Defendant District proposes the examination will take place on one (1)
day to be concluded in four hours, in order to allow a psychiatric interview
and cognitive and psychological testing of Plaintiff, and submits the location
to be at Dr. Nair’s office: 133 Promenade Walk North, Ste 108, Long Beach, CA
90802. Defendant District specifies that the tests to be administered are an
executive functioning measure such as the Repeatable Battery for the Assessment
of Neuropsychological Status (RBANS; approximately 30 minutes), a written
comprehension (reading) measure such as the Wide Range Achievement Test, Fifth
Edition (WRAT-5; approximately 15 minutes), and a personality measure such as
the Minnesota Multiphasic Personality Inventory-3 (MMPI-3; approximately 50
minutes) and the Millon Clinical Multiaxial Inventory-IV (MCI-IV; approximately
30 minutes). Dr. Nair may also administer a trauma-specific measure such as
effort tests, including but not limited to the TOMM (Test of Memory
Malingering; approximately 20 minutes) and Structured Inventory of Malingered
Symptoms (SIMS; approximately 15 minutes). (Niman Decl., Exhibit A ¶ 3.)

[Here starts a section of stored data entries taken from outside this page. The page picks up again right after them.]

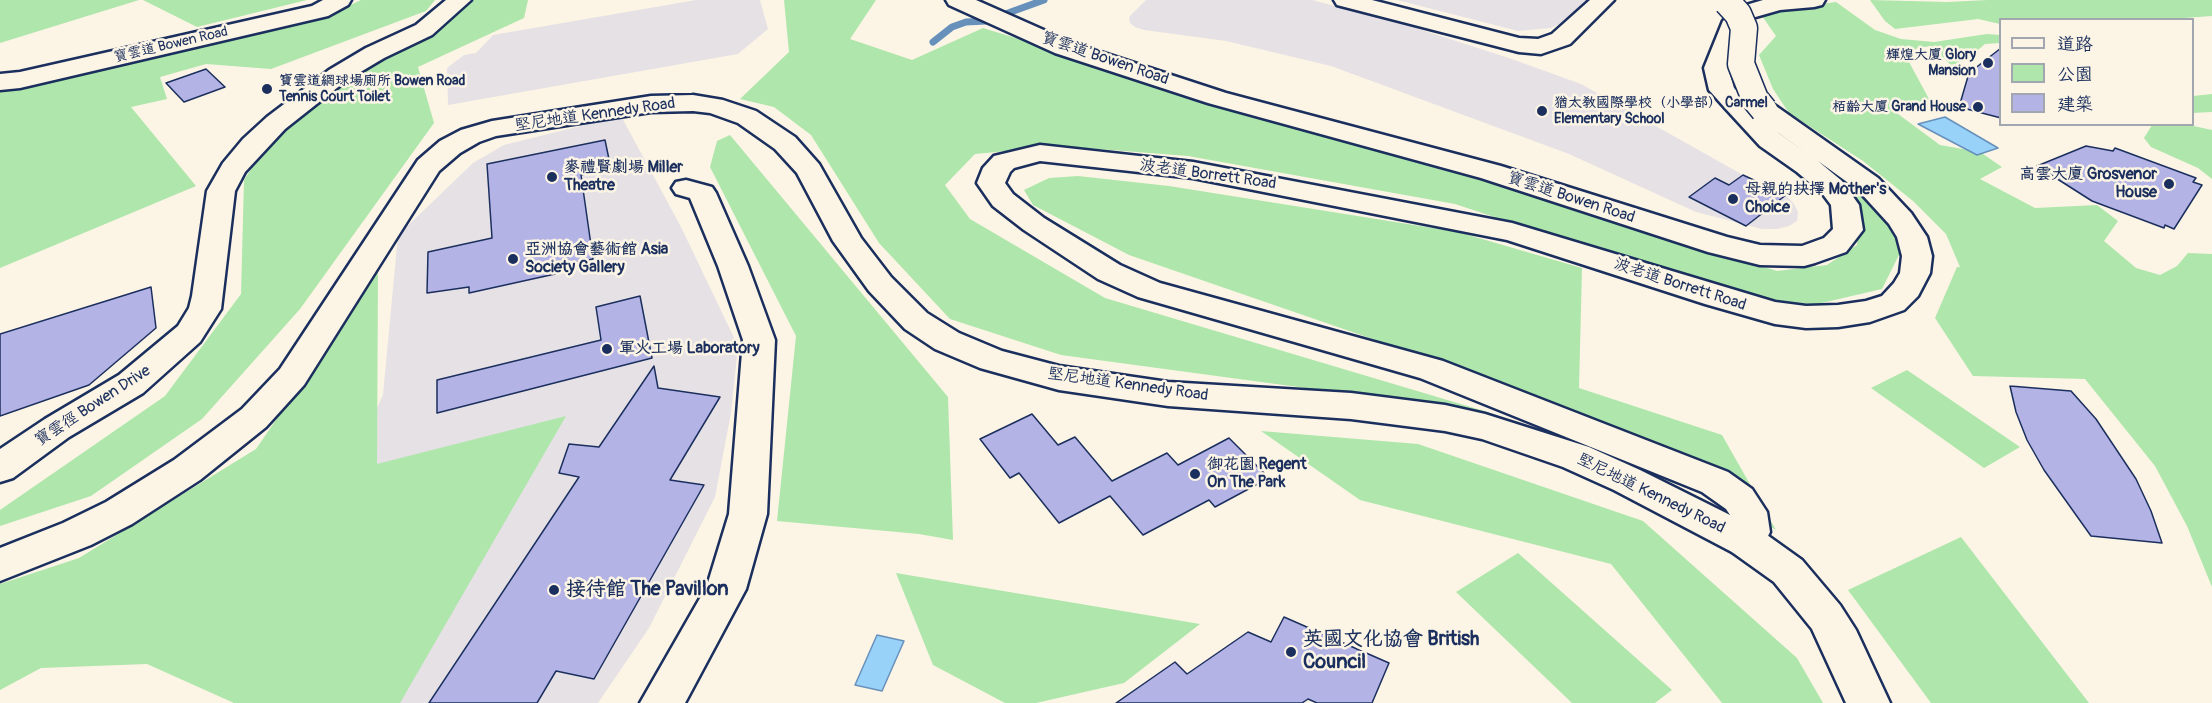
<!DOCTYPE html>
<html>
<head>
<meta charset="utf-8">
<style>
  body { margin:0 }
  #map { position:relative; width:2212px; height:703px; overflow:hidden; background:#fcf5e5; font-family:Pangolin,"LXGW WenKai TC",sans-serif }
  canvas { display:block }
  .legend { position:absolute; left:1999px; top:18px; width:195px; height:108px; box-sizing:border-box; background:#fcf5e5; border:2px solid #a2a6af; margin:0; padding:8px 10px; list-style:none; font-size:18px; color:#1b2f5e }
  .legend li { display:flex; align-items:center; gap:12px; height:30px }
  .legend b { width:30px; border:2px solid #a2a6af }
</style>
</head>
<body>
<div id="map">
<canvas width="2212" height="703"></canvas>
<ul class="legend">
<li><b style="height:8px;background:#fcf5e5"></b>道路</li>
<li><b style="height:16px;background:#aee6ab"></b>公園</li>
<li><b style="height:16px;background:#b4b3e5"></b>建築</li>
</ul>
</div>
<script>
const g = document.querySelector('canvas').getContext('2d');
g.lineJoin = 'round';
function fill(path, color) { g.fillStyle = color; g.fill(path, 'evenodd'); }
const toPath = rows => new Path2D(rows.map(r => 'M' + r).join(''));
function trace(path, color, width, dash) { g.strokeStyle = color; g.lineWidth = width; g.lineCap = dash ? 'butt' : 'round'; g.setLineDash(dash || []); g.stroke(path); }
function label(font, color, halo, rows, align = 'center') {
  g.font = font + ' Pangolin,"LXGW WenKai TC",sans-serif'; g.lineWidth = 5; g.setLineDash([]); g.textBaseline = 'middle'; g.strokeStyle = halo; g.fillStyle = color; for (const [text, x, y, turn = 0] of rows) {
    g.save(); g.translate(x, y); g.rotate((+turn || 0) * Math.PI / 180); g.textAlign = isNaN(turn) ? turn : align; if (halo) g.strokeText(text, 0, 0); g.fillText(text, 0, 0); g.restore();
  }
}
const built = toPath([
  [696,0,760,0,768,29,738,54,448,105,447,68,464,55,476,53,493,35],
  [1146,0,1312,0,1400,23,1509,58,1581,84,1743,175,1786,195,1794,204,1798,212,1797,221,1789,226,1777,229,1762,229,1696,212,1569,154,1331,66,1226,41,1144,30,1135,27,1130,23,1129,17],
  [1397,0,1591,0,1574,17,1551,28,1518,31],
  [621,116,681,227,738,346,731,413,715,497,649,628,598,703,237,703,383,395,398,235,473,163,504,145]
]);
const green = toPath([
  [0,0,139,0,0,43],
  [143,0,307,0,197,27],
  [361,0,435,0,426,11,271,69,206,64,160,77,167,99,131,107,196,186,0,268,0,91,331,14],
  [465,0,528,0,524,18,418,67,434,123,300,309,202,419,91,496,0,526,0,510,165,396,241,294,244,180,273,135,353,68],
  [784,0,876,0,850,39,912,60,983,28,1777,271,1827,265,1857,245,1858,210,1833,170,1884,213,1901,251,1882,289,1813,305,1727,294,1455,204,1188,156,1060,146,975,154,945,185,970,219,1105,298,1491,413,1061,355,950,319,879,243,811,135,774,107,740,99,789,52],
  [1870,0,1947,2,1988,0,2212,0,2212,16,2155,20,2000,20,2000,24,1978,19,1895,29,1885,21],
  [1836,2,1875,30,1901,39,1934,42,1987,34,2000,35,2000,43,1985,44,1965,61,1951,65,1931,46,1917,48,1909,62,1929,99,1894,111,1940,145,1980,152,2002,167,1980,179,2035,208,2097,205,2118,221,2104,241,2136,268,2160,275,2177,266,2188,253,2212,254,2212,587,2187,526,2155,466,2085,379,1973,376,1935,318,1957,267,1960,267,1946,234,1913,201,1863,161,1789,113,1773,89,1759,55,1776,36,1762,16,1783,9],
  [2212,94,2212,112,2193,113,2193,96],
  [2152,125,2189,125,2212,130,2212,179,2198,168,2151,147,2144,138],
  [730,135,948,397,953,540,919,534,777,521,796,336,710,167,717,141],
  [1078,176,1169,186,1458,232,1582,268,1579,388,1722,435,1776,530,1535,395,1129,255,1033,205,1024,190,1049,178],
  [378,271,377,464,566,416,400,703,234,703,147,664,41,668,0,690,0,584,79,558,256,449],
  [1907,370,2020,447,1984,468,1871,388],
  [1261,431,1418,444,1643,521,1797,658,1823,703,1722,703,1611,564,1360,500],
  [1961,537,2089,703,1931,703,1848,590],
  [1518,553,1672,690,1655,703,1572,703,1456,592],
  [896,573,1200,624,1124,683,1036,703,1005,703,933,665]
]);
const water = toPath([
  [1945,117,1998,148,1977,155,1918,124,1945,117],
  [877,635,904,641,882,691,855,685,877,635]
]);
const stream = toPath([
  [933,42,952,27,966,22,986,21,1044,0]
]);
const building = toPath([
  [2001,48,2001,118,1959,107,1969,73,2001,48],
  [206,69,225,87,184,102,166,83,206,69],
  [605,140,611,169,581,175,593,259,554,267,555,274,469,293,469,287,427,293,428,252,492,238,487,164,605,140],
  [2086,146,2113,151,2115,148,2196,178,2193,182,2202,185,2174,229,2165,225,2164,228,2092,201,2037,166,2086,146],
  [1743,175,1786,195,1746,226,1689,197,1715,178,1729,185,1743,175],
  [151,287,156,328,89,385,0,416,0,334,151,287],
  [640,296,652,358,437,413,437,380,601,340,596,307,640,296],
  [654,366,658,388,720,397,670,480,704,485,594,679,556,671,537,703,429,703,579,477,559,473,569,444,599,447,654,366],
  [2010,386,2071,391,2096,419,2136,479,2151,511,2162,543,2091,536,2044,470,2027,440,2016,412,2010,386],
  [1032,414,1058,445,1075,437,1112,481,1167,453,1178,465,1229,438,1269,478,1215,507,1209,500,1143,535,1110,496,1059,523,1019,473,1010,478,980,439,1032,414],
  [1284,617,1389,663,1372,703,1317,703,1308,699,1302,703,1116,703,1175,662,1187,674,1248,632,1271,642,1284,617]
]);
const minor = toPath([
  [323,0,351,0,348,5,328,16,20,88,0,90,0,74,20,72,312,6,323,0],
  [446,0,471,0,432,35,384,58,347,80,285,129,245,172,235,191,221,309,200,342,143,393,69,437,13,478,0,482,0,449,45,419,119,375,178,326,189,308,192,296,207,191,223,163,243,139,267,117,329,70,366,48,416,25,446,0],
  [946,0,976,0,1073,43,1226,93,1501,166,1727,237,1760,245,1802,246,1824,238,1833,229,1831,205,1822,193,1797,172,1760,146,1726,109,1709,90,1704,68,1723,21,1736,8,1763,0,1825,0,1822,5,1814,7,1780,10,1752,18,1746,24,1728,68,1734,88,1751,105,1764,102,1773,104,1878,178,1911,213,1927,237,1932,256,1930,273,1918,296,1904,310,1870,322,1838,327,1806,328,1775,324,1705,304,1507,240,1193,178,1040,161,1014,168,1010,172,1005,183,1013,194,1044,218,1120,265,1160,283,1443,361,1728,472,1752,489,1767,512,1770,532,1760,552,1746,557,1732,552,1727,541,1732,531,1730,515,1726,509,1702,492,1420,378,1138,297,1098,279,1024,230,993,206,977,183,983,168,994,156,1040,145,1193,162,1512,223,1775,302,1806,306,1838,305,1866,301,1882,296,1894,283,1900,273,1902,256,1897,237,1889,224,1858,190,1818,161,1842,181,1859,205,1863,230,1846,252,1815,263,1804,266,1760,265,1708,252,1481,178,1208,103,1055,53,949,5,946,0],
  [1776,131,1812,157,1780,134,1776,131],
  [1334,0,1372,0,1519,38,1538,39,1552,34,1590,0,1614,0,1570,44,1541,54,1519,52,1337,5,1334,0],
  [686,180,712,187,716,193,748,266,775,340,767,514,746,589,685,703,640,703,707,586,729,514,743,340,718,266,690,198,676,194,672,188,676,182,686,180]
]);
const tertiary = toPath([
  [693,95,723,100,756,111,795,137,819,164,861,238,891,277,927,313,959,333,1002,351,1059,366,1168,382,1351,393,1445,405,1485,414,1589,447,1640,470,1760,530,1802,560,1840,605,1856,630,1890,703,1846,703,1812,629,1774,582,1732,552,1614,490,1563,467,1482,439,1445,431,1351,419,1168,406,1059,390,980,368,935,349,905,329,869,291,833,241,797,173,775,149,738,123,710,113,693,111,651,112,496,136,479,142,460,153,439,171,304,385,266,427,200,480,132,524,91,545,0,581,0,548,63,523,106,502,174,460,242,409,280,369,418,160,440,141,461,130,492,121,651,96,693,95]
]);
const minorBridge = toPath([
  [1727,2,1738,14,1744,28,1741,64,1755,99,1764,110]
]);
const markers = [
  [1988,63,6,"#1b2f5e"],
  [267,89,6,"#1b2f5e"],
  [1978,107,6,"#1b2f5e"],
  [1542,111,6,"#1b2f5e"],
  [552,177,6,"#1b2f5e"],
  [2169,184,6,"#1b2f5e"],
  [1733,199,6,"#1b2f5e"],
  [513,259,6,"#1b2f5e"],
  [607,349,6,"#1b2f5e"],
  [1195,474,6,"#1b2f5e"],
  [554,590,6,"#1b2f5e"],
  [1291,652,6,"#1b2f5e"]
];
const farStreetnames = [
  ["寶雲道 Bowen Road",171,45,-13]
];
const farPoinames = [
  ["輝煌大廈 Glory",1976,55],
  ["Mansion",1976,71],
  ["寶雲道網球場廁所 Bowen Road",279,81,"left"],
  ["Tennis Court Toilet",279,97,"left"],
  ["猶太教國際學校（小學部） Carmel",1554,103,"left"],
  ["Elementary School",1554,119,"left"],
  ["栢齡大廈 Grand House",1966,107]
];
const streetNames = [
  ["寶雲道 Bowen Road",1105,59,19],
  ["堅尼地道 Kennedy Road",595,115,-8],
  ["波老道 Borrett Road",1208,175,8],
  ["寶雲道 Bowen Road",1571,198,18],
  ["波老道 Borrett Road",1680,285,18],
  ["堅尼地道 Kennedy Road",1128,385,8],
  ["寶雲徑 Bowen Drive",93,406,-33],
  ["堅尼地道 Kennedy Road",1651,494,26]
];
const poiNames = [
  ["麥禮賢劇場 Miller",564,168],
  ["Theatre",564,186],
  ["高雲大廈 Grosvenor",2157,175,"right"],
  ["House",2157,193,"right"],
  ["母親的抉擇 Mother's",1745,190],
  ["Choice",1745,208],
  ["亞洲協會藝術館 Asia",525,250],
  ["Society Gallery",525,268],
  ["軍火工場 Laboratory",619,349],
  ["御花園 Regent",1207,465],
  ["On The Park",1207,483]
];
const nearPoinames = [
  ["接待館 The Pavillon",566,590],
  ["英國文化協會 British",1303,640],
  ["Council",1303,663]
];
fill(built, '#e6e1e5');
fill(green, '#aee6ab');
fill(water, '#99d2f9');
trace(water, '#6791bb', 1.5);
trace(stream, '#6791bb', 7);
fill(building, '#b4b3e5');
trace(building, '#1b2f5e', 1.5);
trace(minor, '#1b2f5e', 5);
trace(tertiary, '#1b2f5e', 5);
fill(minor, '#fcf5e5');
fill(tertiary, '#fcf5e5');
trace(minorBridge, '#1b2f5e', 29, []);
trace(minorBridge, '#fcf5e5', 26);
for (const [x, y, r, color] of markers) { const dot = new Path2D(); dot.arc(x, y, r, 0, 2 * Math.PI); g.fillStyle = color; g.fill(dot); trace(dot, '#fcf5e5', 2); }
label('14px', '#1b2f5e', '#fcf5e5', farStreetnames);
label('bold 14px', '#1b2f5e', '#fcf5e5', farPoinames, 'right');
label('16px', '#1b2f5e', '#fcf5e5', streetNames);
label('bold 16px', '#1b2f5e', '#fcf5e5', poiNames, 'left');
label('bold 20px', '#1b2f5e', '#fcf5e5', nearPoinames, 'left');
</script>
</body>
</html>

Plaintiff argues that Defendant District is not allowing
Plaintiff to audiotape the mental examination and has failed to establish good
cause for the proposed tests and a seven-hour examination.
Plaintiff is entitled to an audio recording of any and all
portions of the examination. (CCP § 2032.530(a).) The court ORDERS Dr. Nair to audio record the entire
examination unless another method of audio recording is agreed upon by the
parties.
The court finds that the tests proposed by Defendant
District are appropriate in light of Plaintiff’s claims of emotional
distress. The court further finds that
four hours, not including rest periods, is enough time for the examination.
Accordingly,
the Motion for an Order Compelling the Independent Medical Examination of
Plaintiff is GRANTED as set forth above, to be taken within sixty days of this
order or within such time as agreed upon by the parties.